Records from a data source:
|---|
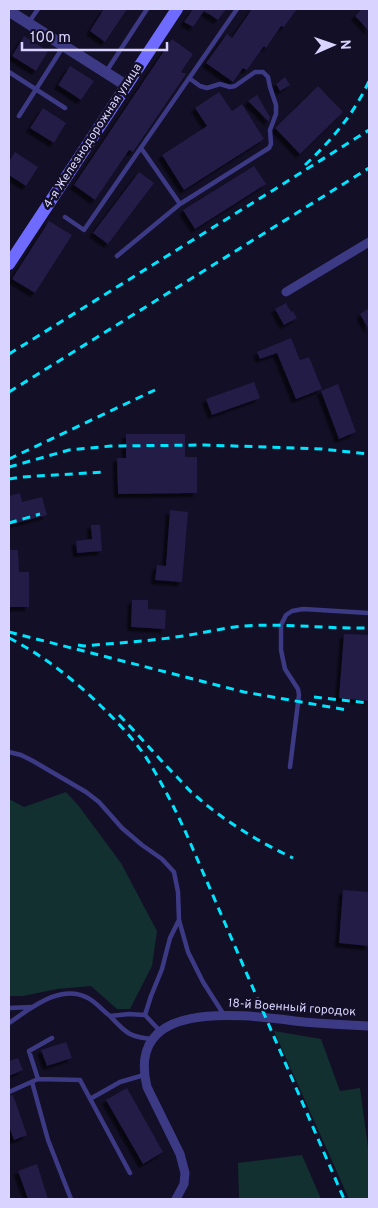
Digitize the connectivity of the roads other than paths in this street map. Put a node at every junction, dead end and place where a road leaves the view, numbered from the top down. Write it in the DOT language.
graph roads {
  1 [pos="38,9"];
  2 [pos="146,9"];
  3 [pos="177,9"];
  4 [pos="237,9"];
  5 [pos="9,11"];
  6 [pos="28,24"];
  7 [pos="64,46"];
  8 [pos="9,72"];
  9 [pos="106,72"];
  10 [pos="189,78"];
  11 [pos="127,86"];
  12 [pos="36,89"];
  13 [pos="65,108"];
  14 [pos="20,116"];
  15 [pos="141,148"];
  16 [pos="180,204"];
  17 [pos="65,217"];
  18 [pos="369,242"];
  19 [pos="117,256"];
  20 [pos="9,264"];
  21 [pos="286,292"];
  22 [pos="369,613"];
  23 [pos="9,752"];
  24 [pos="290,767"];
  25 [pos="179,920"];
  26 [pos="33,1007"];
  27 [pos="9,1008"];
  28 [pos="145,1015"];
  29 [pos="224,1015"];
  30 [pos="110,1016"];
  31 [pos="9,1023"];
  32 [pos="369,1026"];
  33 [pos="160,1031"];
  34 [pos="52,1038"];
  35 [pos="153,1039"];
  36 [pos="144,1075"];
  37 [pos="38,1079"];
  38 [pos="32,1082"];
  39 [pos="9,1092"];
  40 [pos="90,1099"];
  41 [pos="130,1174"];
  42 [pos="180,1197"];
  43 [pos="70,1199"];
  1 -- 6 [label="lane"];
  2 -- 9 [label="lane"];
  3 -- 11 [label="main road, 4-я Железнодорожная улица"];
  4 -- 10 [label="lane"];
  5 -- 6 [label="street"];
  6 -- 7 [label="street"];
  7 -- 9 [label="street"];
  7 -- 12 [label="lane"];
  8 -- 12 [label="lane"];
  9 -- 11 [label="street"];
  10 -- 15 [label="lane"];
  10 -- 16 [label="lane"];
  11 -- 20 [label="main road, 4-я Железнодорожная улица"];
  12 -- 13 [label="lane"];
  12 -- 14 [label="lane"];
  15 -- 16 [label="lane"];
  15 -- 17 [label="lane"];
  16 -- 19 [label="lane"];
  18 -- 21 [label="street"];
  22 -- 24 [label="lane"];
  23 -- 25 [label="lane"];
  25 -- 28 [label="lane"];
  25 -- 29 [label="lane"];
  26 -- 27 [label="lane"];
  26 -- 30 [label="lane"];
  26 -- 31 [label="lane"];
  28 -- 30 [label="lane"];
  28 -- 33 [label="lane"];
  29 -- 32 [label="street, 18-й Военный городок"];
  29 -- 33 [label="street, 18-й Военный городок"];
  30 -- 35 [label="lane"];
  33 -- 35 [label="street, 18-й Военный городок"];
  34 -- 37 [label="lane"];
  35 -- 36 [label="street, 18-й Военный городок"];
  36 -- 40 [label="lane"];
  36 -- 42 [label="street, 18-й Военный городок"];
  37 -- 38 [label="lane"];
  37 -- 40 [label="lane"];
  38 -- 39 [label="lane"];
  38 -- 43 [label="lane"];
  40 -- 41 [label="lane"];
}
|---|
Could you return every line from the entries above in which the string "Железнодорожная" occurs?

### Answer section
  3 -- 11 [label="main road, 4-я Железнодорожная улица"];
  11 -- 20 [label="main road, 4-я Железнодорожная улица"];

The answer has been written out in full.